16.4.08

Aleatorio

“Yo no voy a tomar esta decisión por ti,” concluyó Ramón. “No, porque carezco de toda la información.”

Yo asentí.

“¿Qué te ha pasado?”

Bajé la cabeza primero y le miré a los ojos después.

“Vete de vacaciones. Piensa en qué te ha pasado y sólo entonces podré tomar una decisión por ti,” silencio. “Si tú no lo haces antes.”

Ambos sonrieron.

“Gracias,” me levanté. “Gracias.”

Caminamos juntos hacia su despacho. Allí nos cruzamos con Boris, de quien nos despedimos fríamente. Ramón se reunió con Claudia, que había estado esperando, y se fueron. Yo me senté en mi silla y permanecí allí durante trece interminables minutos. Quise llorar.

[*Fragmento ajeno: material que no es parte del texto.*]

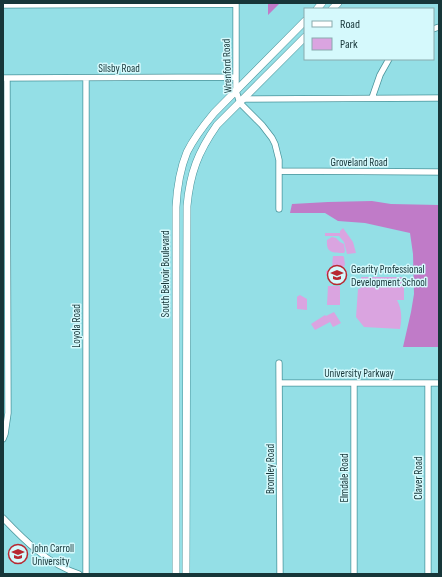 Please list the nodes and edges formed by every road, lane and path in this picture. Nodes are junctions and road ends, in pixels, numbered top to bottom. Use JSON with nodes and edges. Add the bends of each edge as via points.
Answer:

Conducía tranquilamente mientras Sophie hablaba de su higiene facial.

Sucedía de repente, sin avisar.

“¿Sabes a qué se deben tus manchas faciales?” Interrumpí de repente.

“¿Por qué me interrumpes?” Molesta. “¿A qué?”

“A una reacción alérgica,” reí con maldad. "¡A una eyaculación!"

Me miró a los ojos, incrédula. Rompió a llorar, en silencio.

“No,” dijé yo, consciente de mi error. “No llores, lo siento.”

“¿Por qué?” Indignada.

“No lo sé, no lo sé,” mi voz.

Silencio.

Llegron a casa.

“Si no te fueras mañana…”

Sophie y Amber me acompañaron al aeropuerto.



El avión salió con retraso de Orlando y perdí mi conexión en Londres. Allí coincidí con un grupo de españoles que, como yo, deseaban llegar a casa antes de Navidad.

“Trabajo como camarero,” acento madrileño. “Estoy estudiando inglés. Estudié empresariales y, antes de casarme con mi trabajo, decidí darme una vuelta por aquí.”

“Bien,” asentí yo.

“Mi mejor amigo ha hecho lo mismo pero en lugar de a Londres se ha ido a Japón”

“¿Japón?”

“Sí, Japón.”

“¿Y eso? Siempre he sido un enamorado de Japón.”

“El padre de un amigo común tiene un bar de copas allí. Si quieres te puedo poner en contacto con él.”

“¡Claro!” sonriendo.

Escribí mi dirección de correo electrónico en una servilleta y se la di.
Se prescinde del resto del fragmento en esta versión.